====== DATA FOR REVIEW ======

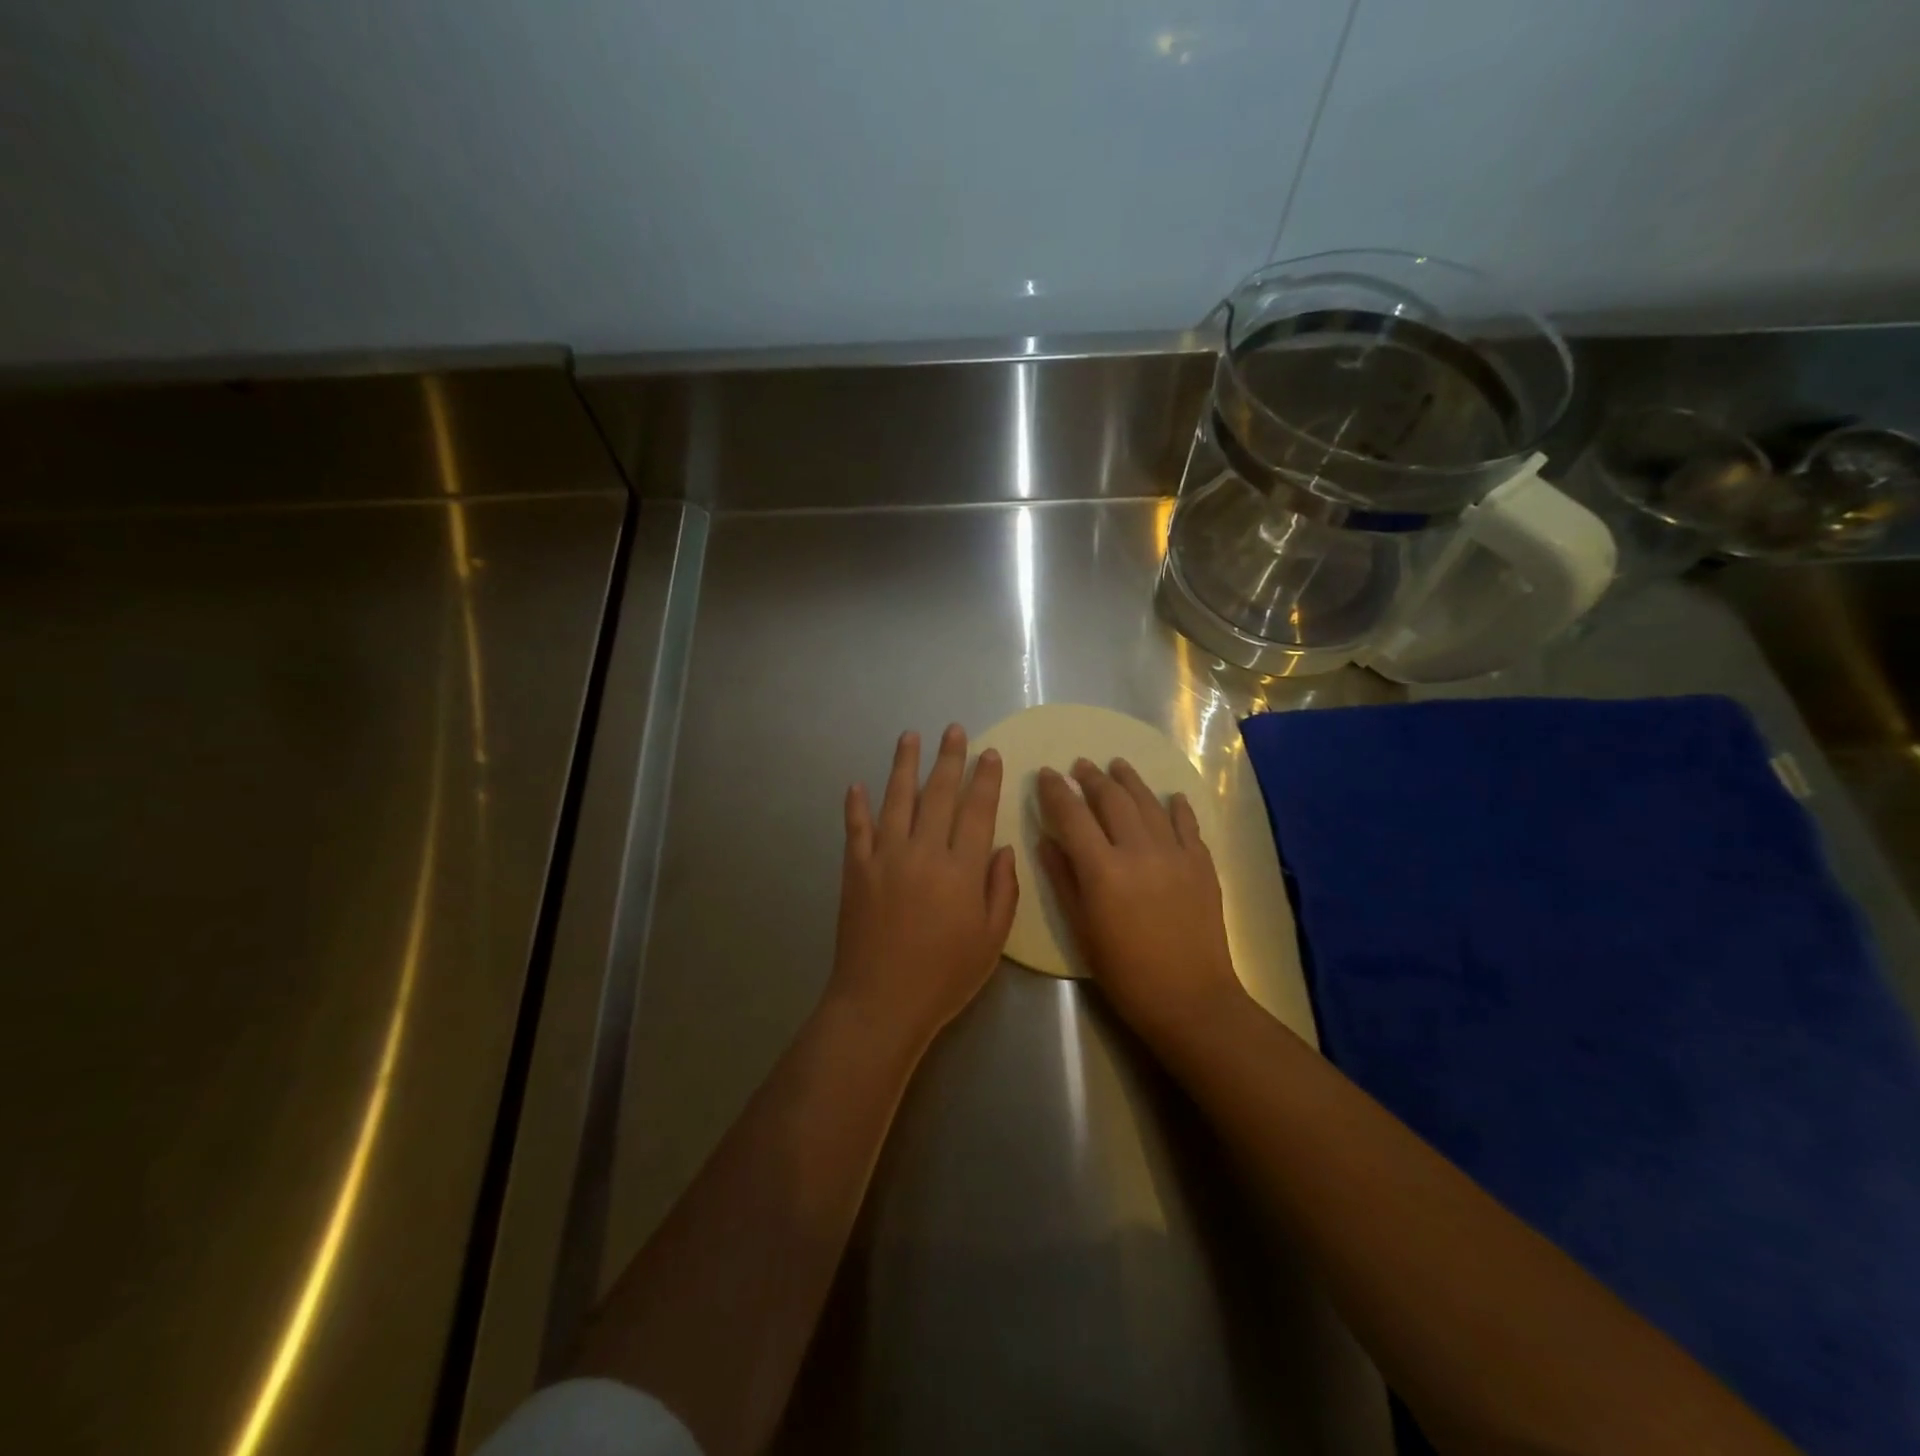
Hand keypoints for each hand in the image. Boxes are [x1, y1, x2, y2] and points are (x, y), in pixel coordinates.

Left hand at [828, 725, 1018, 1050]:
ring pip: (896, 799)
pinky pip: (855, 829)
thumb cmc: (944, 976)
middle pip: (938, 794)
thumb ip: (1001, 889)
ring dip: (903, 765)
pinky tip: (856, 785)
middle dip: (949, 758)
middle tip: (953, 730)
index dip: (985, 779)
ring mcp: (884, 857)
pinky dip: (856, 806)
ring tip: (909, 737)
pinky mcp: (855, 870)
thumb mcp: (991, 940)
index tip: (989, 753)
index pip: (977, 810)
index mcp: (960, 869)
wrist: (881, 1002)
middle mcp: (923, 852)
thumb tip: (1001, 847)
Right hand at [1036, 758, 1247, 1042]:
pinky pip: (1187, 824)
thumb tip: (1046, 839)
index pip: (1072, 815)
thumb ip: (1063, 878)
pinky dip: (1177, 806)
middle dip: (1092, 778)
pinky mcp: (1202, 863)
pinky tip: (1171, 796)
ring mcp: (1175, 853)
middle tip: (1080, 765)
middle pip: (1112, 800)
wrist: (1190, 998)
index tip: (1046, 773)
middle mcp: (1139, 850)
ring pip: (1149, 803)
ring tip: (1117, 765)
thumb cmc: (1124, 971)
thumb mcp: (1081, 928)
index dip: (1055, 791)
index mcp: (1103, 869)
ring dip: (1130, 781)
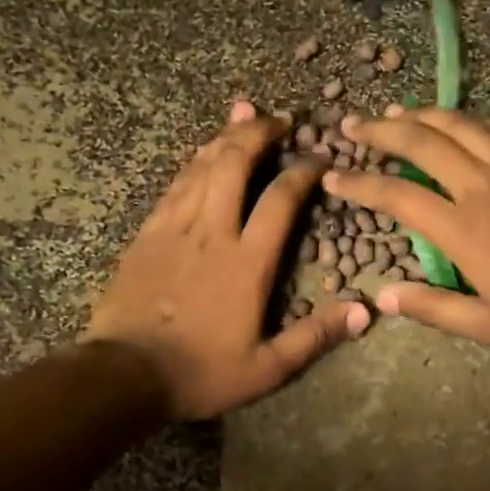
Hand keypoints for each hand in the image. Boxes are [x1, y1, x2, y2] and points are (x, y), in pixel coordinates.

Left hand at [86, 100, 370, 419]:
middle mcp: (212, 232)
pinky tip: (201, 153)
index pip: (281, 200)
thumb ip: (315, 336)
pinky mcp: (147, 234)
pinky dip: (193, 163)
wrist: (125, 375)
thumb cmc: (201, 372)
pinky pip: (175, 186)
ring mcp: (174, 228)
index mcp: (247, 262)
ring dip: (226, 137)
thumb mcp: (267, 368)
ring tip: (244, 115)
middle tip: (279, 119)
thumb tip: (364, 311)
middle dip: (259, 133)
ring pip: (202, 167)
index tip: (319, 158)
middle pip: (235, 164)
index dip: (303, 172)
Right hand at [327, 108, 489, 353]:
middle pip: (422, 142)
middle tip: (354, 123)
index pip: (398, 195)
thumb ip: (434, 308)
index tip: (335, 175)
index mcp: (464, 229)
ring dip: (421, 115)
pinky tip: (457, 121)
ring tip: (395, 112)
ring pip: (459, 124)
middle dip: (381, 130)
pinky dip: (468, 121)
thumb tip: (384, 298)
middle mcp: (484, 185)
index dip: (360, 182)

======

** ACTIVITY **
From the line containing "middle tip: (1080, 765)" down to the final line of the records above, restate every line word for word, add nothing, and skip the pictures.

** TASK ANSWER **
middle tip: (1080, 765)
middle pip: (1112, 800)
wrist: (1190, 998)
index tip: (1046, 773)
middle mcp: (1139, 850)
ring pip: (1149, 803)
ring tip: (1117, 765)
thumb cmc: (1124, 971)
thumb mcp: (1081, 928)
index dip: (1055, 791)
index mcp: (1103, 869)
ring dip: (1130, 781)
Hand keypoints for each hand in the image. Boxes are [x1, y1, x2, y2] and points are (x, y), in pixel coordinates.

Left hand at [86, 100, 370, 419]:
middle mcp: (212, 232)
pinky tip: (201, 153)
index pip: (281, 200)
thumb ip: (315, 336)
pinky mcp: (147, 234)
pinky dip: (193, 163)
wrist: (125, 375)
thumb cmc: (201, 372)
pinky pip: (175, 186)
ring mcp: (174, 228)
index mcp: (247, 262)
ring dip: (226, 137)
thumb mcp: (267, 368)
ring tip: (244, 115)
middle tip: (279, 119)
thumb tip: (364, 311)
middle dip: (259, 133)
ring pip: (202, 167)
index tip: (319, 158)
middle pip: (235, 164)
index dip: (303, 172)
Right hand at [327, 108, 489, 353]:
middle pip: (422, 142)
middle tip: (354, 123)
index pip: (398, 195)
thumb ip: (434, 308)
index tip: (335, 175)
index mcp: (464, 229)
ring dip: (421, 115)
pinky tip: (457, 121)
ring tip: (395, 112)
ring pip: (459, 124)
middle dip: (381, 130)
pinky dip: (468, 121)
thumb tip: (384, 298)
middle mcp: (484, 185)
index dip: (360, 182)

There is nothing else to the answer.